Since promoter hypermethylation is responsible for transcriptional silencing of important tumour suppressor genes in various human cancer types 30 , we searched all three EDN genes for the presence of CpG islands in their promoter region. A region of high CpG density in the EDN3 nucleotide sequence was identified as a CpG island (Figure 4a), whereas the CpG density in EDN1 and EDN2 is lower and does not define a CpG island under the selected criteria. To analyse the methylation status of the EDN3 CpG promoter (Figure 4b), we performed MSP with DNA after bisulphite treatment from non-malignant human tissues and three non-malignant and four malignant breast cell lines. The utilised MSP primers were tested on a dilution series of poly-methylated DNA, which revealed a sensitivity of 0.01 (1%) in detecting methylated EDN3 DNA molecules in a background of unmethylated EDN3 DNA molecules (Figure 4c). We observed no methylation of the EDN3 promoter in HMEC cells, human placental tissue, peripheral blood lymphocytes (Figure 4c) or non-malignant MCF10A cells (Figure 4e). A weak methylation signal was detected in non-malignant MCF12A cells. Of the malignant breast cell lines, MDA-MB231 and MCF7 harboured a methylated EDN3 promoter. In BT20 cells, both unmethylated and methylated EDN3 promoter sequences could be detected, whereas EDN3 was unmethylated in SKBR3 cells. Next, we analysed the association between EDN3 expression and promoter methylation in six breast cell lines by in vitro demethylating their DNA and assessing EDN3 mRNA expression after the treatment. A clear conversion of methylation could be observed in cell lines that were originally methylated in the EDN3 promoter region (that is, in MDA-MB231 and MCF7 cells) (Figure 4e), resulting in 47-fold and 28-fold increases, respectively, in EDN3 mRNA expression (Figure 4f). In BT20 cells, however, the demethylating effect was weaker and led to a 3-fold induction of EDN3 transcription. In weakly methylated MCF12A cells, the conversion of methylated alleles induced EDN3 expression by 5-fold, whereas no substantially altered change of EDN3 expression could be detected in unmethylated MCF10A (1.6-fold) or SKBR3 (1.0-fold) cells.
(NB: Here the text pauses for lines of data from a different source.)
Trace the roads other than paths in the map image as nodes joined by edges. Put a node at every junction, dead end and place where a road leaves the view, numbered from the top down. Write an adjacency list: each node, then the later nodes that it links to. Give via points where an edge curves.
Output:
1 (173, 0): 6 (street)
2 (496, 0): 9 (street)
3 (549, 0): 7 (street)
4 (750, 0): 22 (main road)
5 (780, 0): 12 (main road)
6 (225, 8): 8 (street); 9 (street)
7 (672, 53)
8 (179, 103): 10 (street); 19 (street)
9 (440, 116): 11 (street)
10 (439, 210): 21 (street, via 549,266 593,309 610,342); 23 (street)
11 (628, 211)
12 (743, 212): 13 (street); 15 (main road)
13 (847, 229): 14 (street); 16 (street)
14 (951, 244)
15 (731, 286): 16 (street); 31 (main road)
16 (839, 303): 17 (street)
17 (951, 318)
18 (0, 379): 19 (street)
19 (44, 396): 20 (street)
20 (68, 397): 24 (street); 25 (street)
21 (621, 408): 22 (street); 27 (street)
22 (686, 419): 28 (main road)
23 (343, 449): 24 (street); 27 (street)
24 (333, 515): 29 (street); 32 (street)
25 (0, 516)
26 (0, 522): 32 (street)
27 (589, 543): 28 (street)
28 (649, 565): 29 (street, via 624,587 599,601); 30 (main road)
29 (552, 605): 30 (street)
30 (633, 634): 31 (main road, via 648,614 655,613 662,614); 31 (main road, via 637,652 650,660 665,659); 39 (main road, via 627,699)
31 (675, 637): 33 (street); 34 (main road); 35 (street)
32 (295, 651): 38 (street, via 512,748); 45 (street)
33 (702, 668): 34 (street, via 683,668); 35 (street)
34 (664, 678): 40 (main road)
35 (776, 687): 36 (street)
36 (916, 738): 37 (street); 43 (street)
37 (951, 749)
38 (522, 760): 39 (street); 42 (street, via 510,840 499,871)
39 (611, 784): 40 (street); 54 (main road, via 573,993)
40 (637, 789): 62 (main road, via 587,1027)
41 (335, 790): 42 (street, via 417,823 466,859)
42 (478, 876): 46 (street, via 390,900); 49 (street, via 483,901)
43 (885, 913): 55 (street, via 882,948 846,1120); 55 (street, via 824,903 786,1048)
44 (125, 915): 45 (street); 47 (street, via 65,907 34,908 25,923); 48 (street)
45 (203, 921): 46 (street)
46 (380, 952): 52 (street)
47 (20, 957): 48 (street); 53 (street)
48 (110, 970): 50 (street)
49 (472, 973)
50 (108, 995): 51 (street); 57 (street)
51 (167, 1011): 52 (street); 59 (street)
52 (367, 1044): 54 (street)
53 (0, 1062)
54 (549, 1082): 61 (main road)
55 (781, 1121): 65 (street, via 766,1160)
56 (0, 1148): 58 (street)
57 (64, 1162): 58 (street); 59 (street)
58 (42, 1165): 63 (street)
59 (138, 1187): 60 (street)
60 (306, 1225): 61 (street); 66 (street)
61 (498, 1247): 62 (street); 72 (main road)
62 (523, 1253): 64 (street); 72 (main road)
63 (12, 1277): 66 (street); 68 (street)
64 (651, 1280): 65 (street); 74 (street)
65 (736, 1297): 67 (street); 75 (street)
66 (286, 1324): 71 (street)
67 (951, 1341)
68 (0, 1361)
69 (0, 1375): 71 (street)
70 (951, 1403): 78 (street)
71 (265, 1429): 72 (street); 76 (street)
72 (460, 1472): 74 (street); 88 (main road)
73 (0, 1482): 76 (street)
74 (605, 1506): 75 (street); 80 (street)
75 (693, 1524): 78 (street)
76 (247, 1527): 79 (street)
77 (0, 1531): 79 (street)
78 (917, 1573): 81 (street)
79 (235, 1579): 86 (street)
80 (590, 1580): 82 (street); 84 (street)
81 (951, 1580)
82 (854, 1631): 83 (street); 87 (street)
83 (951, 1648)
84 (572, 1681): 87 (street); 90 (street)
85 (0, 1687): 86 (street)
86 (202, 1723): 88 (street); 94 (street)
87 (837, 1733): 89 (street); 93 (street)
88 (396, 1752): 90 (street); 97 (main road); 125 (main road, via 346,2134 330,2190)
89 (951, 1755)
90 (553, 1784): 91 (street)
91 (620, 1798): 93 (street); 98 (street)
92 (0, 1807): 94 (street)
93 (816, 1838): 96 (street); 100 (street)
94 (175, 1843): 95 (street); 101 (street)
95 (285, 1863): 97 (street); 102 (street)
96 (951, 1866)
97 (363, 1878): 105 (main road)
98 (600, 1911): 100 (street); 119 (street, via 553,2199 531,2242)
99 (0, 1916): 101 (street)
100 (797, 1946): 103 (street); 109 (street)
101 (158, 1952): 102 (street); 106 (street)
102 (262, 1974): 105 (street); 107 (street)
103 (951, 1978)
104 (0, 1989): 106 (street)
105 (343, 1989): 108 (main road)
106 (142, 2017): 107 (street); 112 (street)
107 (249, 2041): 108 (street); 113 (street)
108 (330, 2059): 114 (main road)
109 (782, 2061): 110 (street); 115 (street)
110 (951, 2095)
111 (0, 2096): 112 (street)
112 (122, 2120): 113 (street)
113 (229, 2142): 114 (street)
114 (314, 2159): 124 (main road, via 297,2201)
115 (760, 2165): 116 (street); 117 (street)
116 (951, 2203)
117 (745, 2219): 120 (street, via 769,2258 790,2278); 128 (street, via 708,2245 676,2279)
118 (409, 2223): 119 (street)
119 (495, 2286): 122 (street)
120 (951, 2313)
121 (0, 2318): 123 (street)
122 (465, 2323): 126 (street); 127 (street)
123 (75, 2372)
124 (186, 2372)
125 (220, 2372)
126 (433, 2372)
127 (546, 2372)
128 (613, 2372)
Next, we analysed EDN3 promoter methylation in primary breast cancer as well. In total, 89 of 128 breast carcinoma samples (69.5%) showed EDN3 promoter methylation (for example, #5 in Figure 5a). The remaining breast carcinoma samples (39 of 128; 30.5%) were not affected by this epigenetic modification (for example, #13 in Figure 5b). None of the 17 normal breast tissues exhibited EDN3 promoter methylation. Cancerous tissues yielded a PCR product with primers specific for the unmethylated EDN3 promoter sequence in all cases, due to non-malignant contaminants (stromal cells and endothelial cells) present in the bulk tumour tissue, as has also been described by Suzuki and colleagues 31 .

We next aimed to analyse whether EDN3 promoter methylation was associated with EDN3 mRNA expression in these tissues. For 71 breast cancer specimens, both EDN3 methylation and EDN3 mRNA expression have been investigated in parallel. Figure 5b shows the distribution of EDN3 mRNA expression among these two groups. While carcinoma samples with unmethylated EDN3 promoter exhibited similar EDN3 mRNA expression as compared with normal breast tissues (Figure 1e), breast carcinomas with EDN3 methylation exhibited a significant downregulation of EDN3 mRNA expression as compared with EDN3 unmethylated samples (P = 0.005, Mann-Whitney U test).

Finally, we asked whether EDN3 promoter methylation may be of clinical relevance in human breast cancer, as we have previously found for EDN3 protein expression. In a univariate analysis, the EDN3 methylation status in breast carcinomas was not associated with patient age at diagnosis, tumour size, lymph node metastasis, histological grade, histological type or oestrogen or progesterone receptor positivity (Table 7). In contrast to EDN3 protein expression, EDN3 promoter methylation was significantly associated neither with patient CSS (P = 0.703) nor with patient DFS (P = 0.632) (data not shown).